When you sign up for a Wealthsimple Group Plan through your employer, you may have a few different account options to save for your future. If your employer offers a match on your contributions, that’s an extra boost to your savings!
Depending on the type of account, your contributions and employer matches may come with tax implications. In this article, we break down the tax implications of the different group account types you might have access to.
Types of Accounts and How They’re Funded
- Group RRSP (Registered Retirement Savings Plan)
- Contributions are added directly from your paycheque before taxes are taken out.

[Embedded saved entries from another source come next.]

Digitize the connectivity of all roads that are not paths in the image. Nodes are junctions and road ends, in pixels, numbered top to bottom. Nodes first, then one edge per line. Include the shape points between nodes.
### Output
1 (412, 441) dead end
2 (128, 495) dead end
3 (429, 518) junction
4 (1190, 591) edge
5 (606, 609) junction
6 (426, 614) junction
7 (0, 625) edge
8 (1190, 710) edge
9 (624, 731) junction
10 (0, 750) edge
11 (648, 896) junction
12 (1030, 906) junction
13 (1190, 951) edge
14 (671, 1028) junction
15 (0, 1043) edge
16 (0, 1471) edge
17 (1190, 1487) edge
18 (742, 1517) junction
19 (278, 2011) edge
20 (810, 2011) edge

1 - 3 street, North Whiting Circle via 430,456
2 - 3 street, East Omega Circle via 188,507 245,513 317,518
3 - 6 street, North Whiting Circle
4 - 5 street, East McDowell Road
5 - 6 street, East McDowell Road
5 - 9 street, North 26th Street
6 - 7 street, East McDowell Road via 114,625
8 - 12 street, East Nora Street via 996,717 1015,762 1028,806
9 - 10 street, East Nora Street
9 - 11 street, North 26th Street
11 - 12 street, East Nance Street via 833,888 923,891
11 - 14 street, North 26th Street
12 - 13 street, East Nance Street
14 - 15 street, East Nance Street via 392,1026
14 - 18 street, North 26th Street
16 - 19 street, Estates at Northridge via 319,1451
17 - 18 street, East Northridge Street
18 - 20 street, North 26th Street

- Employer matches are also contributed pre-tax, and are not taxed.
- Group FHSA (First Home Savings Account)
- Like the Group RRSP, contributions are made from your paycheque before taxes.
- Employer matches are also made pre-tax.
- Group TFSA (Tax-Free Savings Account)
- Contributions are made using post-tax dollars, meaning taxes are already taken out of your paycheque before the contribution is made.
- Employer matches are considered taxable income, so you’ll pay income tax on the match in the year it’s added to your account.
- Group Non-Registered Account
- Your contributions and employer matches both use post-tax dollars.
- Employer matches are taxed as additional income.
What Does This Mean for Your Paycheque?
- Pre-Tax Contributions (Group RRSP, Group FHSA):
These reduce your taxable income today. Employer matches are added to your account without affecting your taxable income for the year. - Post-Tax Contributions (Group TFSA, Group Non-Registered):
These don’t reduce your taxable income now, and employer matches are taxed as additional income in the year they are paid out.
Example
Imagine you earn $5,000 per month before taxes, and your employer matches your contributions dollar-for-dollar up to $500. Your tax rate is 20%. Here’s what happens when you contribute $500 to a Group RRSP (pre-tax) versus a Group TFSA (post-tax).
Pre-Tax Contribution (Group RRSP):
- Your taxable income is reduced: $5,000 - $500 = $4,500.
- Employer adds a $500 match directly to your Group RRSP.
- Taxes are calculated on $4,500:
$4,500 × 20% = $900 in taxes. - Take-home pay: $4,500 - $900 tax sent to CRA = $3,600.
- Total savings: $1,000 ($500 contribution + $500 employer match).
Post-Tax Contribution (Group TFSA):
- Your full salary is taxed first: $5,000 × 20% = $1,000 in taxes.
- After taxes, your take-home pay is: $5,000 - $1,000 = $4,000.
- You contribute $500 to your TFSA: $4,000 - $500 = $3,500.
- Employer match ($500) is considered taxable income:
$500 × 20% = $100 in taxes. - After tax on the employer match, your take-home pay is reduced by another $100: $3,500 - $100 = $3,400.
- Total savings: $900 ($500 contribution + $500 employer match - $100 tax).*
*You’ll still see $1,000 contributed to your Group TFSA. The additional taxes on your employer’s match will be deducted from your take-home pay.
Key Takeaways
- Pre-tax accounts (Group RRSP, Group FHSA) reduce your taxable income today, so you keep more of your take-home pay.
- Post-tax accounts (Group TFSA, Non-Registered) don’t lower your taxable income now, and employer matches are taxed as additional income in the year they’re paid. While this slightly reduces how much you can contribute, the match still adds significant value to your savings.